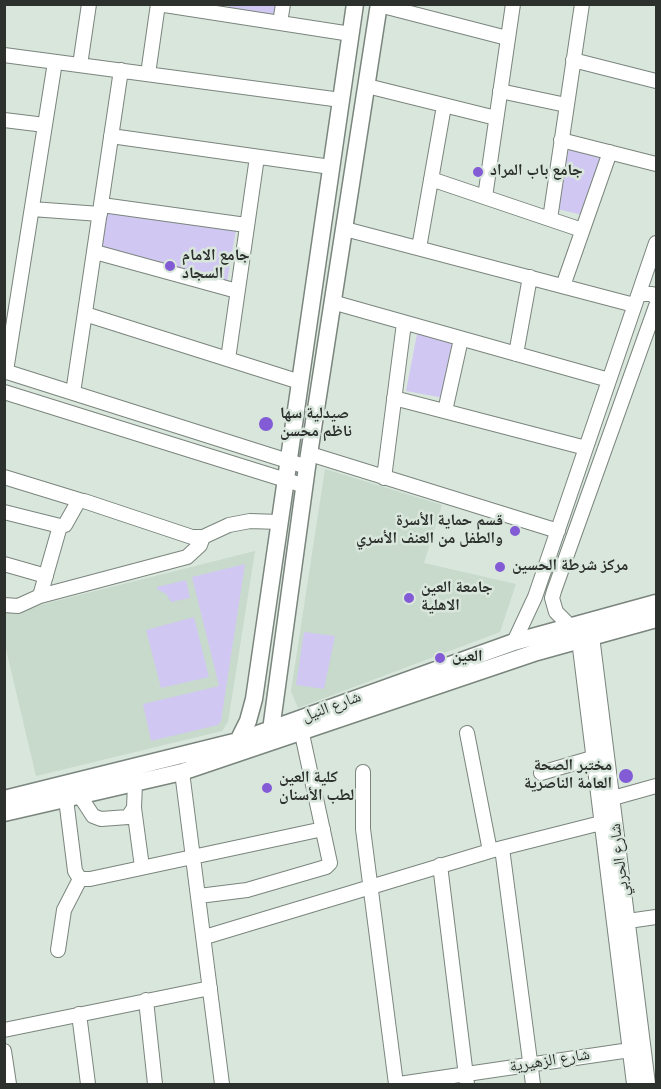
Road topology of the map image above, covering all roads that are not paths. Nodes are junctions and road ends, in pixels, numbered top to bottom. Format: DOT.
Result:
graph roads {
  1 [pos="89,4"];
  2 [pos="283,4"];
  3 [pos="355,4"];
  4 [pos="513,4"];
  5 [pos="582,4"];
  6 [pos="379,5"];
  7 [pos="223,9"];
  8 [pos="423,10"];
  9 [pos="280,23"];
  10 [pos="351,34"];
  11 [pos="507,38"];
  12 [pos="4,55"];
  13 [pos="573,60"];
  14 [pos="55,62"];
  15 [pos="80,65"];
  16 [pos="121,70"];
  17 [pos="148,74"];
  18 [pos="657,81"];
  19 [pos="367,86"];
  20 [pos="500,91"];
  21 [pos="341,100"];
  22 [pos="566,105"];
  23 [pos="444,106"];
  24 [pos="496,118"];
  25 [pos="4,120"];
  26 [pos="45,125"];
  27 [pos="111,136"];
  28 [pos="561,140"];
  29 [pos="610,152"];
  30 [pos="257,157"];
  31 [pos="657,164"];
  32 [pos="331,167"];
  33 [pos="431,179"];
  34 [pos="485,197"];
  35 [pos="32,209"];
  36 [pos="101,209"];
  37 [pos="550,219"];
  38 [pos="246,225"];
  39 [pos="345,229"];
  40 [pos="582,230"];
  41 [pos="657,243"];
  42 [pos="419,248"];
  43 [pos="95,252"];
  44 [pos="530,277"];
  45 [pos="651,281"];
  46 [pos="562,286"];
  47 [pos="237,291"];
  48 [pos="657,298"];
  49 [pos="636,299"];
  50 [pos="332,302"];
  51 [pos="657,306"];
  52 [pos="85,314"];
  53 [pos="404,323"];
  54 [pos="461,339"];
  55 [pos="516,354"];
  56 [pos="228,359"];
  57 [pos="5,371"];
  58 [pos="609,380"];
  59 [pos="300,382"];
  60 [pos="4,392"];
  61 [pos="73,393"];
  62 [pos="394,398"];
  63 [pos="445,411"];
  64 [pos="586,448"];
  65 [pos="288,460"];
  66 [pos="308,460"];
  67 [pos="4,477"];
  68 [pos="384,478"];
  69 [pos="285,480"];
  70 [pos="304,486"];
  71 [pos="79,500"];
  72 [pos="4,512"];
  73 [pos="279,522"];
  74 [pos="60,526"];
  75 [pos="558,531"];
  76 [pos="203,537"];
  77 [pos="4,564"];
  78 [pos="46,576"];
  79 [pos="40,596"];
  80 [pos="657,603"];
  81 [pos="4,605"];
  82 [pos="657,619"];
  83 [pos="514,642"];
  84 [pos="583,643"];
  85 [pos="271,730"];
  86 [pos="467,733"];
  87 [pos="302,734"];
  88 [pos="237,741"];
  89 [pos="592,758"];
  90 [pos="182,772"];
  91 [pos="363,772"];
  92 [pos="541,773"];
  93 [pos="135,783"];
  94 [pos="657,786"];
  95 [pos="70,793"];
  96 [pos="613,798"];
  97 [pos="4,799"];
  98 [pos="134,808"];
  99 [pos="4,813"];
  100 [pos="601,823"];
  101 [pos="323,829"];
  102 [pos="496,849"];
  103 [pos="193,856"];
  104 [pos="440,865"];
  105 [pos="142,867"];
  106 [pos="80,879"];
  107 [pos="370,888"];
  108 [pos="199,896"];
  109 [pos="657,917"];
  110 [pos="628,921"];
  111 [pos="205,937"];
  112 [pos="58,950"];
  113 [pos="210,988"];
  114 [pos="146,1000"];
  115 [pos="79,1014"];
  116 [pos="4,1030"];
  117 [pos="630,1050"];
  118 [pos="4,1051"];
  119 [pos="531,1065"];
  120 [pos="466,1079"];
  121 [pos="9,1084"];
  122 [pos="88,1084"];
  123 [pos="155,1084"];
  124 [pos="222,1084"];
  125 [pos="397,1084"];
  126 [pos="533,1084"];
  127 [pos="634,1084"];
  128 [pos="648,1084"];
  1 -- 15 [label="street"];
  2 -- 9 [label="street"];
  3 -- 10 [label="main road"];
  4 -- 11 [label="street"];
  5 -- 13 [label="street"];
  6 -- 8 [label="street"];
  6 -- 19 [label="main road"];
  7 -- 9 [label="street"];
  7 -- 17 [label="street"];
  8 -- 11 [label="street"];
  9 -- 10 [label="street"];
  10 -- 21 [label="main road"];
  11 -- 20 [label="street"];
  12 -- 14 [label="street"];
  13 -- 18 [label="street"];
  13 -- 22 [label="street"];
  14 -- 15 [label="street"];
  14 -- 26 [label="street"];
  15 -- 16 [label="street"];
  16 -- 17 [label="street"];
  16 -- 27 [label="street"];
  17 -- 21 [label="street"];
  19 -- 23 [label="street"];
  19 -- 39 [label="main road"];
  20 -- 22 [label="street"];
  20 -- 24 [label="street"];
  21 -- 32 [label="main road"];
  22 -- 28 [label="street"];
  23 -- 24 [label="street"];
  23 -- 33 [label="street"];
  24 -- 34 [label="street"];
  25 -- 26 [label="street"];
  26 -- 35 [label="street"];
  27 -- 30 [label="street"];
  27 -- 36 [label="street"];
  28 -- 29 [label="street"];
  28 -- 37 [label="street"];
  29 -- 31 [label="street"];
  29 -- 40 [label="street"];
  30 -- 32 [label="street"];
  30 -- 38 [label="street"];
  32 -- 59 [label="main road"];
  33 -- 34 [label="street"];
  33 -- 42 [label="street"];
  34 -- 37 [label="street"];
  35 -- 36 [label="street"];
  35 -- 57 [label="street"];
  36 -- 38 [label="street"];
  36 -- 43 [label="street"];
  37 -- 40 [label="street"];
  38 -- 47 [label="street"];
  39 -- 42 [label="street"];
  39 -- 50 [label="main road"];
  40 -- 46 [label="street"];
  41 -- 45 [label="street"];
  42 -- 44 [label="street"];
  43 -- 47 [label="street"];
  43 -- 52 [label="street"];
  44 -- 46 [label="street"];
  44 -- 55 [label="street"];
  45 -- 49 [label="street"];
  46 -- 49 [label="street"];
  47 -- 56 [label="street"];
  48 -- 49 [label="street"];
  49 -- 58 [label="street"];
  50 -- 53 [label="street"];
  50 -- 66 [label="main road"];
  51 -- 84 [label="street"];
  52 -- 56 [label="street"];
  52 -- 61 [label="street"];
  53 -- 54 [label="street"];
  53 -- 62 [label="street"];
  54 -- 55 [label="street"];
  54 -- 63 [label="street"];
  55 -- 58 [label="street"];
  56 -- 59 [label="street"];
  57 -- 61 [label="street"];
  58 -- 64 [label="street"];
  59 -- 65 [label="main road"];
  60 -- 69 [label="street"];
  61 -- 65 [label="street"];
  62 -- 63 [label="street"];
  62 -- 68 [label="street"];
  63 -- 64 [label="street"];
  64 -- 75 [label="street"];
  65 -- 66 [label="street"];
  65 -- 69 [label="main road"];
  66 -- 68 [label="street"];
  66 -- 70 [label="main road"];
  67 -- 71 [label="street"];
  68 -- 75 [label="street"];
  69 -- 70 [label="street"];
  69 -- 73 [label="main road"];
  70 -- 85 [label="main road"];
  71 -- 74 [label="street"];
  71 -- 76 [label="street"];
  72 -- 74 [label="street"];
  73 -- 76 [label="street"];
  73 -- 88 [label="main road"];
  74 -- 78 [label="street"];
  75 -- 83 [label="street"];
  76 -- 79 [label="street"];
  77 -- 78 [label="street"];
  78 -- 79 [label="street"];
  79 -- 81 [label="street"];
  80 -- 84 [label="main road, شارع النيل"];
  82 -- 84 [label="main road"];
  83 -- 84 [label="main road, شارع النيل"];
  83 -- 85 [label="main road, شارع النيل"];
  84 -- 87 [label="main road"];
  84 -- 89 [label="street, شارع الحربي"];
  84 -- 96 [label="street, شارع الحربي"];
  85 -- 88 [label="main road, شارع النيل"];
  86 -- 102 [label="street"];
  87 -- 90 [label="main road"];
  87 -- 101 [label="street"];
  88 -- 95 [label="main road, شارع النيل"];
  89 -- 92 [label="street"];
  89 -- 100 [label="street, شارع الحربي"];
  90 -- 93 [label="main road"];
  90 -- 103 [label="street"];
  91 -- 107 [label="street"];
  93 -- 95 [label="main road"];
  93 -- 98 [label="street"];
  94 -- 96 [label="street"];
  95 -- 97 [label="main road, شارع النيل"];
  95 -- 98 [label="street"];
  95 -- 99 [label="main road"];
  95 -- 106 [label="street"];
  96 -- 110 [label="street, شارع الحربي"];
  98 -- 105 [label="street"];
  100 -- 102 [label="street"];
  100 -- 117 [label="street, شارع الحربي"];
  101 -- 103 [label="street"];
  101 -- 108 [label="street"];
  102 -- 104 [label="street"];
  102 -- 119 [label="street"];
  103 -- 105 [label="street"];
  103 -- 108 [label="street"];
  104 -- 107 [label="street"];
  104 -- 120 [label="street"];
  105 -- 106 [label="street"];
  106 -- 112 [label="street"];
  107 -- 111 [label="street"];
  107 -- 125 [label="street"];
  108 -- 111 [label="street"];
  109 -- 110 [label="street"];
  110 -- 128 [label="street, شارع الحربي"];
  111 -- 113 [label="street"];
  113 -- 114 [label="street"];
  113 -- 124 [label="street"];
  114 -- 115 [label="street"];
  114 -- 123 [label="street"];
  115 -- 116 [label="street"];
  115 -- 122 [label="street"];
  117 -- 119 [label="street, شارع الزهيرية"];
  117 -- 127 [label="street, شارع الحربي"];
  118 -- 121 [label="street"];
  119 -- 120 [label="street, شارع الزهيرية"];
  119 -- 126 [label="street"];
  120 -- 125 [label="street, شارع الزهيرية"];
}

— INSTRUCTIONS TO FOLLOW —
What lines above contain the word "الحربي"? Return each such line.

— RESULT OF THE EXERCISE —
  84 -- 89 [label="street, شارع الحربي"];
  84 -- 96 [label="street, شارع الحربي"];
  89 -- 100 [label="street, شارع الحربي"];
  96 -- 110 [label="street, شارع الحربي"];
  100 -- 117 [label="street, شارع الحربي"];
  110 -- 128 [label="street, شارع الحربي"];
  117 -- 127 [label="street, شارع الحربي"];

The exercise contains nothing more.